Verder wil de SGP  …dat provinciale beleidsregels voor toedeling van ontwikkelruimte niet discrimineren tussen projecten in eigen provincie en projecten over de provinciegrens,
…dat meer ontwikkelruimte beschikbaar gesteld kan worden als de economische groei lager uitvalt dan 2,5%, en …dat de effecten van de extra Brabantse emissiereductie in de rest van Nederland binnen de PAS meegerekend worden.

Alles overziend: waar zijn we mee bezig? Gedetailleerde berekeningen met enorme onzekerheidsmarges. Strikte koppeling tussen uitgifte van ontwikkelruimte en uitvoering van herstelmaatregelen, inclusief uitgebreide, jaarlijkse monitoring, terwijl het vooral hydrologische maatregelen betreft die weinig te maken hebben met stikstofdepositie.
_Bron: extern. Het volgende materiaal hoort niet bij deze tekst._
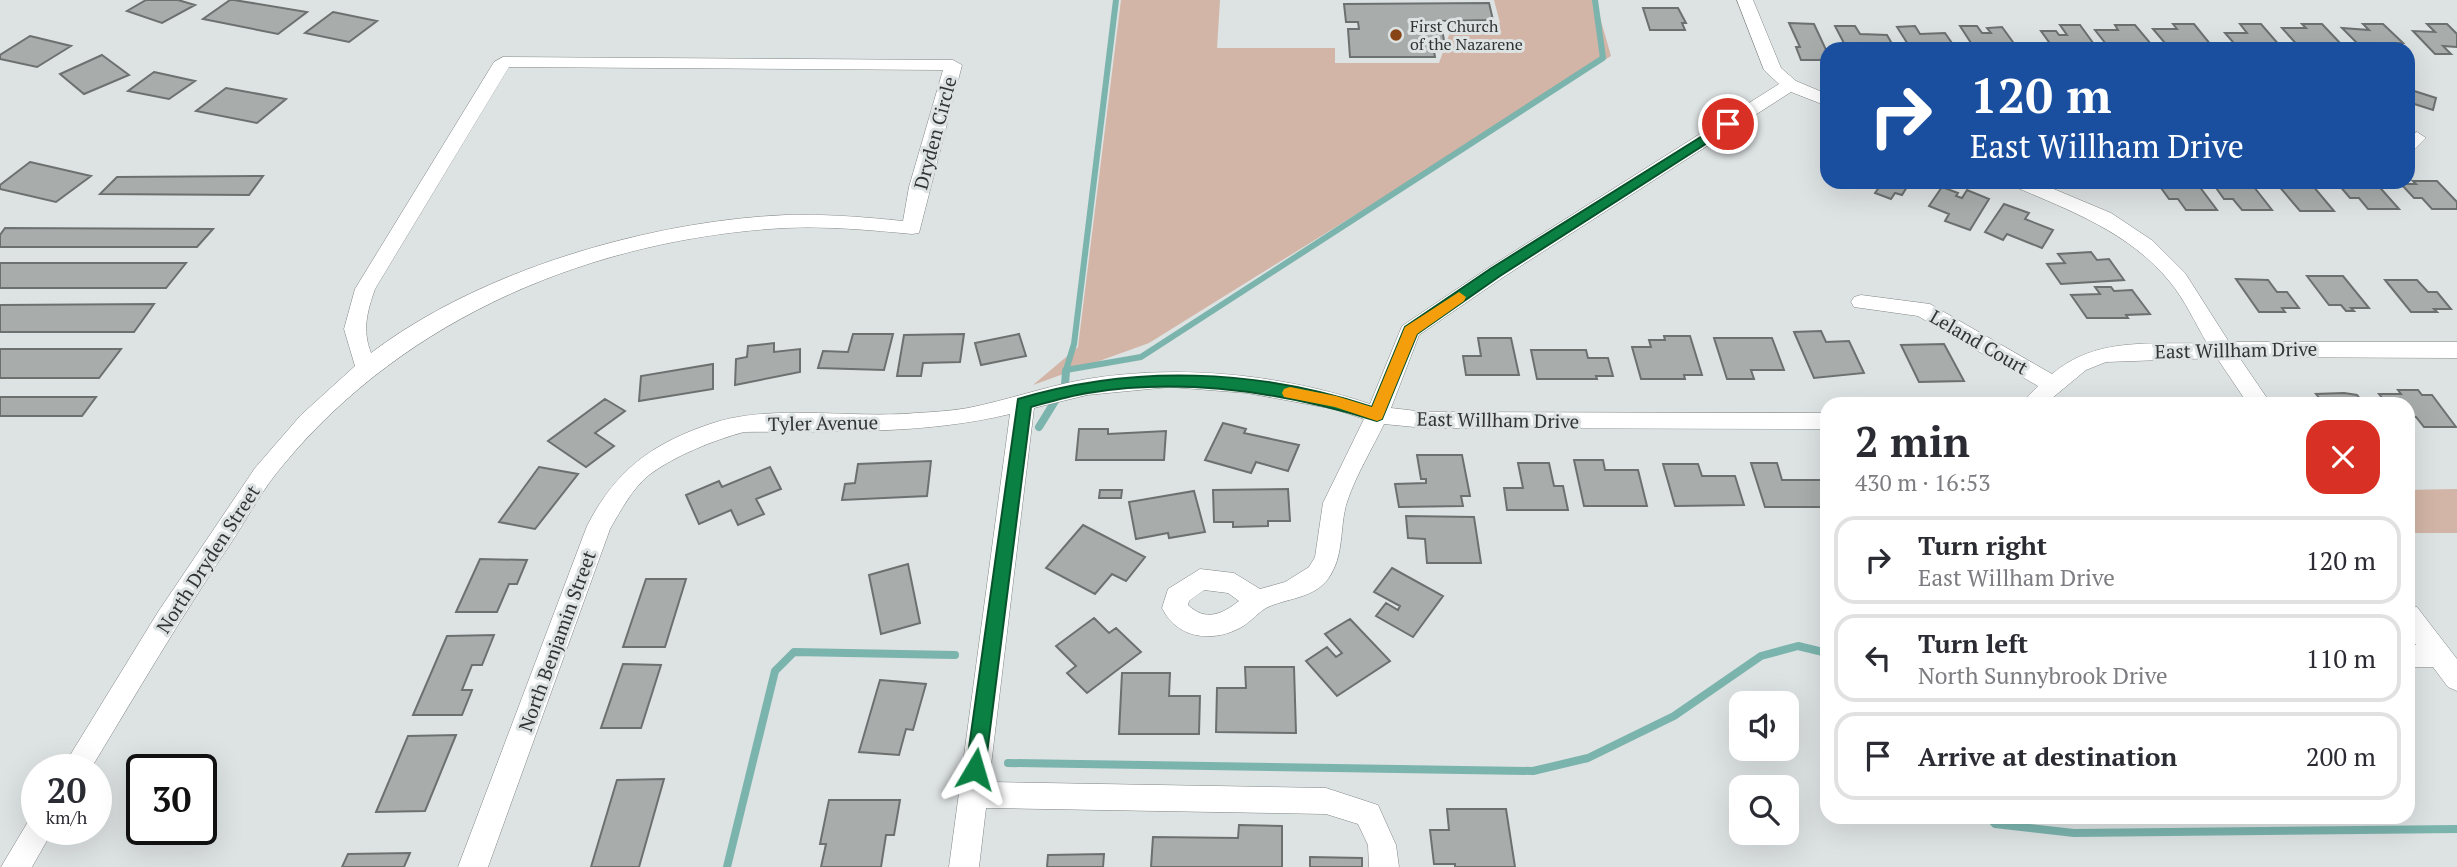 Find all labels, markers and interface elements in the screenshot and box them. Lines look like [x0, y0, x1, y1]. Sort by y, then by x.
place label: First Church of the Nazarene [1410, 15, 1523, 55]
marker: First Church of the Nazarene [1388, 27, 1404, 43]
text: 120 m [1970, 62, 2112, 127]
icon: right [1855, 70, 1946, 161]
street label: Dryden Circle [907, 74, 962, 192]
pin [1698, 94, 1758, 154]
icon: arrive [1709, 105, 1747, 143]
text: East Willham Drive [1970, 125, 2244, 167]
street label: Leland Court [1926, 303, 2033, 380]
street label: East Willham Drive [2155, 336, 2317, 363]
street label: East Willham Drive [1417, 406, 1579, 433]
street label: Tyler Avenue [768, 409, 878, 436]
text: 2 min [1855, 413, 1970, 469]
button: close [2306, 420, 2380, 494]
text: 430 m · 16:53 [1855, 467, 1990, 498]
street label: North Dryden Street [150, 480, 265, 638]
text: Turn right [1918, 528, 2047, 562]
icon: right [1859, 541, 1897, 579]
text: 120 m [2306, 543, 2376, 577]
street label: North Benjamin Street [512, 547, 601, 735]
text: East Willham Drive [1918, 562, 2115, 593]
text: Turn left [1918, 626, 2028, 660]
icon: left [1859, 639, 1897, 677]
text: 110 m [2306, 641, 2376, 675]
text: North Sunnybrook Drive [1918, 660, 2168, 691]
map controls [1729, 691, 1799, 845]
button: sound [1729, 691, 1799, 761]
position arrow [938, 732, 1012, 806]
icon: arrive [1859, 737, 1897, 775]
text: Arrive at destination [1918, 739, 2177, 773]
text: 200 m [2306, 739, 2376, 773]
speed limit sign: 30 [126, 754, 217, 845]
text: 20 [47, 767, 86, 813]
button: search [1729, 775, 1799, 845]
text: km/h [46, 805, 87, 829] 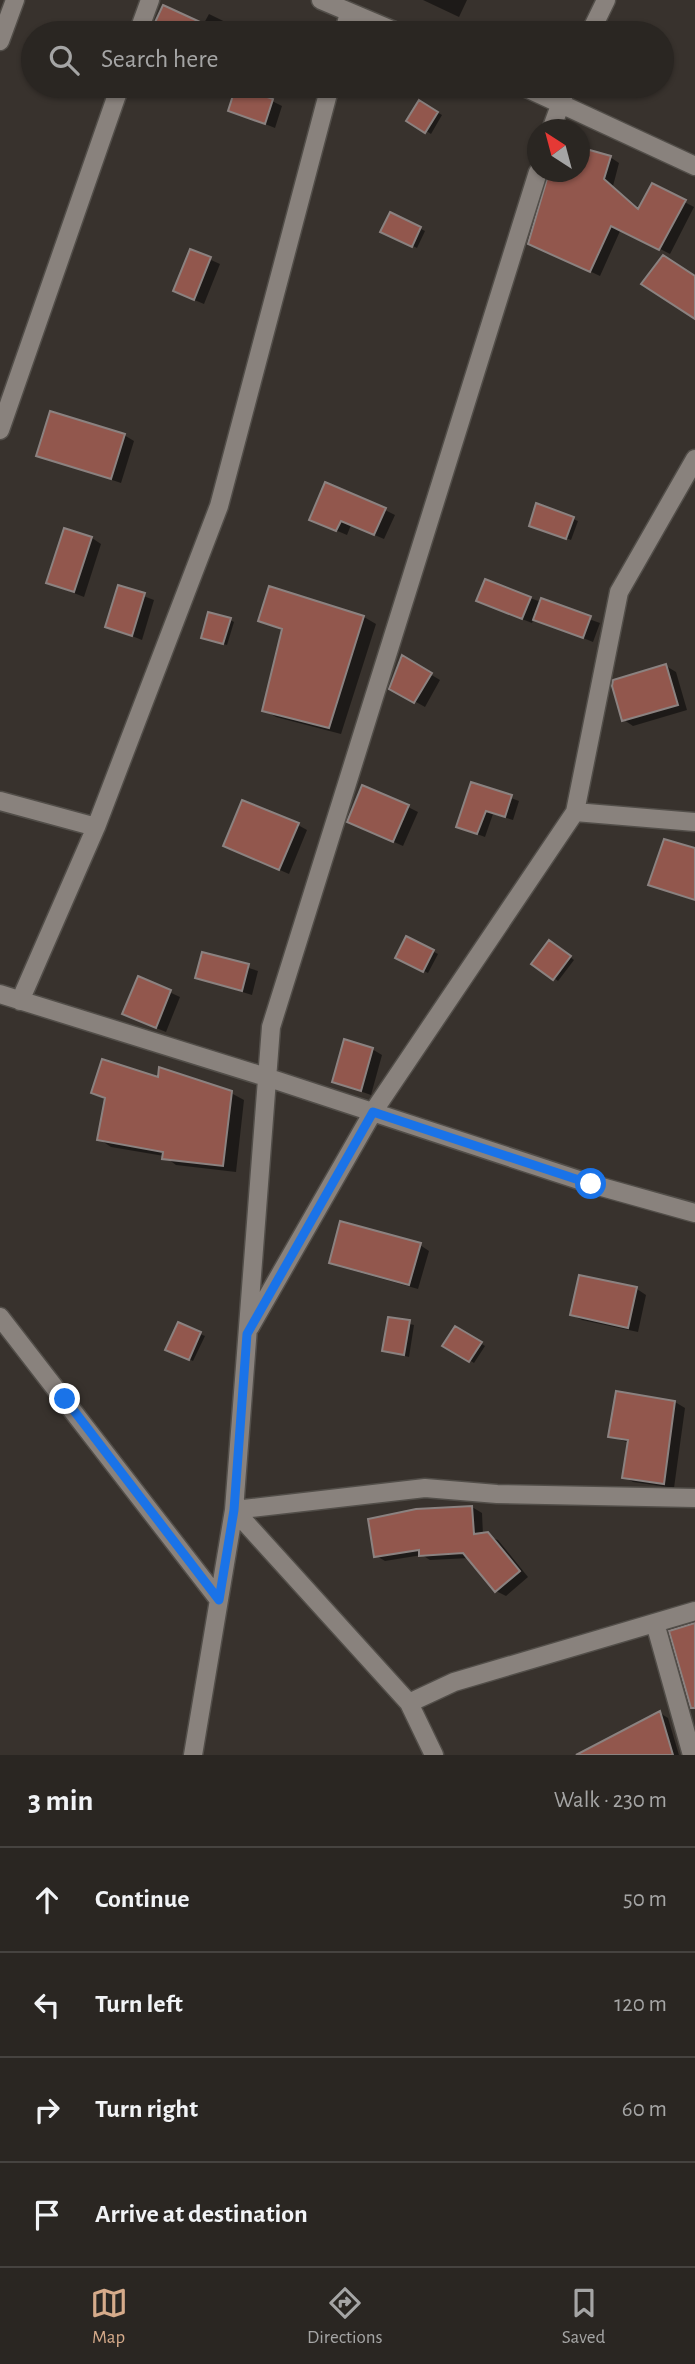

De kritische depositiewaarde die nog steeds als onhaalbare en onnodige stip aan de horizon staat. Duitse boeren die vlak over de grens hun gang kunnen gaan. Het zorgt voor enorme juridisering, veel frustratie en gebrek aan prioriteitsstelling. Ik roep de staatssecretaris op om de eerste PAS-periode ook te benutten om fundamenteel andere keuzes te maken, bijvoorbeeld door wel in te zetten op natuurherstel, maar dan niet strikt gekoppeld aan de uitgifte van ontwikkelruimte. Die ontspanning is nodig om een nieuwe burn out te voorkomen.

Tot slot nog het ontwerpbesluit huisvesting. Nieuwe pluimveestallen moeten in het hele land aan strenge normen voor fijn stof emissie gaan voldoen. De fijn stof problematiek doet zich echter met name in vee dichte regio’s voor. De SGP vraagt de regering om de normstelling tot deze regio’s te beperken.